I have been practicing mercy a lot lately since my 15 year old son recently decided to passionately support political and social values which are, how shall we say, radically and distressingly different from my own. He has always had passionate and well-defined political opinions — it is just that those opinions used to be the same as mine. I know that some part of this is he is rebelling against the values he was raised with and he readily admits he finds it truly satisfying to upset me, which takes about 30 seconds of words like trickle-down economics and free market capitalism . He just spent three days at home on vacation and we were arguing before we left his school’s driveway. I was using words like disappointed and devastated. He said he just wanted to have reasonable, rational discussions about the crisis at the southern border and abortion and could I stop being so emotional. I told him we better not talk about politics anymore. This is actually really sad for me since we used to talk about politics all the time, except we agreed on things.
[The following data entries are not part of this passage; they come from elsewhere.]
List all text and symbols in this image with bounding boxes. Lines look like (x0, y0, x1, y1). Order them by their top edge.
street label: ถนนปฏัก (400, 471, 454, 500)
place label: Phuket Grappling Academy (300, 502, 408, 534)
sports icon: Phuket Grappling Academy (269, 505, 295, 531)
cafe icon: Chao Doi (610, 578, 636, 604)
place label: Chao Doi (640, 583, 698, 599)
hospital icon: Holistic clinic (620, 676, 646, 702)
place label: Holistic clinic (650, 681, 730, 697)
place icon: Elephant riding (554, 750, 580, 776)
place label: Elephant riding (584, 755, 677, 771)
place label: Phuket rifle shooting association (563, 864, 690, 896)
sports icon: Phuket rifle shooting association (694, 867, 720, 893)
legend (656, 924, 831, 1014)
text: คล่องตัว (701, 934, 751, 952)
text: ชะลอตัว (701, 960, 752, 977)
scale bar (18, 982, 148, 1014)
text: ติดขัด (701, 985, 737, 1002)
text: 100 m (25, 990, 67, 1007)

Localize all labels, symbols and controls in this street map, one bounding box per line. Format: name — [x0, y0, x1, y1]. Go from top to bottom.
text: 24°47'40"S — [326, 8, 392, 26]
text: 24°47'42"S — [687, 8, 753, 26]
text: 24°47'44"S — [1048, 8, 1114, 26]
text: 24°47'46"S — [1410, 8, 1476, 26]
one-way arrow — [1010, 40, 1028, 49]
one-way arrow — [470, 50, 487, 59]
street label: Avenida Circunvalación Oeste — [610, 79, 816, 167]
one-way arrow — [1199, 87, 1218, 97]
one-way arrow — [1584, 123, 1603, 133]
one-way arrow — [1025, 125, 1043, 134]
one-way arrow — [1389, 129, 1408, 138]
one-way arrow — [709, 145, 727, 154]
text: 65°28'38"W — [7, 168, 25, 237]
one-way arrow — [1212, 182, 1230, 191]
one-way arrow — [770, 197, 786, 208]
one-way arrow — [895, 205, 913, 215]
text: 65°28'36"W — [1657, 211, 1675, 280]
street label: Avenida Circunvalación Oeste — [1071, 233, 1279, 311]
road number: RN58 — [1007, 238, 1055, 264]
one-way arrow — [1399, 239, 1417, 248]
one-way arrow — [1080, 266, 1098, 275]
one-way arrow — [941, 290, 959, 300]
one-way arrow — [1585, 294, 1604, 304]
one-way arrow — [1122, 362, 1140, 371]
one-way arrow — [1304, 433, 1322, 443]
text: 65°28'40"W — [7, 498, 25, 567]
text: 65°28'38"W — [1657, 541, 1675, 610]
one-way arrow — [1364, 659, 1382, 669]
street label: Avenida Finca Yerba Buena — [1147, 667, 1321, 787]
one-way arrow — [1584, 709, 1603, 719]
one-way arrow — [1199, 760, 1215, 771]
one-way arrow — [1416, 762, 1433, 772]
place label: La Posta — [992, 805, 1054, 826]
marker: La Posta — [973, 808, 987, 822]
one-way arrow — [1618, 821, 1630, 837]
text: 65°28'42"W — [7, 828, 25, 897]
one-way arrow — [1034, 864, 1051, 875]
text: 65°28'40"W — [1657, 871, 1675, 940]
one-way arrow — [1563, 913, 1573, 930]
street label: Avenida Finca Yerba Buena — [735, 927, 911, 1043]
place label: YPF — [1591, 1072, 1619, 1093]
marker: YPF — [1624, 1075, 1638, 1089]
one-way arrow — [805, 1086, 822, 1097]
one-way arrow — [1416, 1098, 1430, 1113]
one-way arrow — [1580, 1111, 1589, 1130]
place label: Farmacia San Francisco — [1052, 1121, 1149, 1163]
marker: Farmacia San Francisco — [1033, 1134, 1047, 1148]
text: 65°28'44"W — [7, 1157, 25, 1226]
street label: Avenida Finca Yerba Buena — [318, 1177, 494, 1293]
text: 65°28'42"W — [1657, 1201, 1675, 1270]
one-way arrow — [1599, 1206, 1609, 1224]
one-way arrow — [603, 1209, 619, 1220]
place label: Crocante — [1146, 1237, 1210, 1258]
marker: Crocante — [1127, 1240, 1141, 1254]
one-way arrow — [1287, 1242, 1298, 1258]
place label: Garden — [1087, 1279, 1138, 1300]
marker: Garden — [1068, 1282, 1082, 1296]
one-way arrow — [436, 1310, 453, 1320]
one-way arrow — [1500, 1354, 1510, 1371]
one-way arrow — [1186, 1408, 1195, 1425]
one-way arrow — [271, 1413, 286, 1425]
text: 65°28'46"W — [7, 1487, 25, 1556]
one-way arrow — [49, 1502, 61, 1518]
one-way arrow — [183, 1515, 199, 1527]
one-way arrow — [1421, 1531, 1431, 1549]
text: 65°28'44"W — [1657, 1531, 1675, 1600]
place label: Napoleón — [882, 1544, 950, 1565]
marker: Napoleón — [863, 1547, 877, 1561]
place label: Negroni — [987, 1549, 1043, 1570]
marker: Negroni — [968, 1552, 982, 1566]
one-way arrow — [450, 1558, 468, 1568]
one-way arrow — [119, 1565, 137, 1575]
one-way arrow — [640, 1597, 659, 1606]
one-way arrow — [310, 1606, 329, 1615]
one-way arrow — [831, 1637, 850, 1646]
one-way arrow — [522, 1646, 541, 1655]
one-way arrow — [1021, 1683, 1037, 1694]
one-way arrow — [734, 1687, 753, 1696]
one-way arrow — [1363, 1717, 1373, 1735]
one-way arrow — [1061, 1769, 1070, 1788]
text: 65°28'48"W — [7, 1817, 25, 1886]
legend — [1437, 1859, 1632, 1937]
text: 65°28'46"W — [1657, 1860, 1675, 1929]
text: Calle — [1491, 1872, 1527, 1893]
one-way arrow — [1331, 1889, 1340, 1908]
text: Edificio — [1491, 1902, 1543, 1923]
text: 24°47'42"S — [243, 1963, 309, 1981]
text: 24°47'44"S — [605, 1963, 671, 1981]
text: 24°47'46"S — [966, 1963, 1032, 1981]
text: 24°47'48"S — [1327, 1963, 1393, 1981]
So we mostly did not talk about politics and we found some new things to talk about. My love for my child is deeper than his opinions and beliefs despite how much as I hope this is a phase. That part is not a surprise. The surprise was to realize he is offering me as much mercy right now as I am offering him, that he too is willing to love me beyond my opinions and beliefs. Because of that love we are finding new ways to be together, despite our mutual disappointment in each other.

Anne Lamott says that mercy is always our salvation. Our hope of renewal and restoration will never be found in being right, as enjoyable as this is, or in assigni­ng blame or even in a great political leader who no doubt shares our opinions. Our hope is in mercy. Our hope is in the choice of mercy, difficult and beautiful, the beating heart of this world.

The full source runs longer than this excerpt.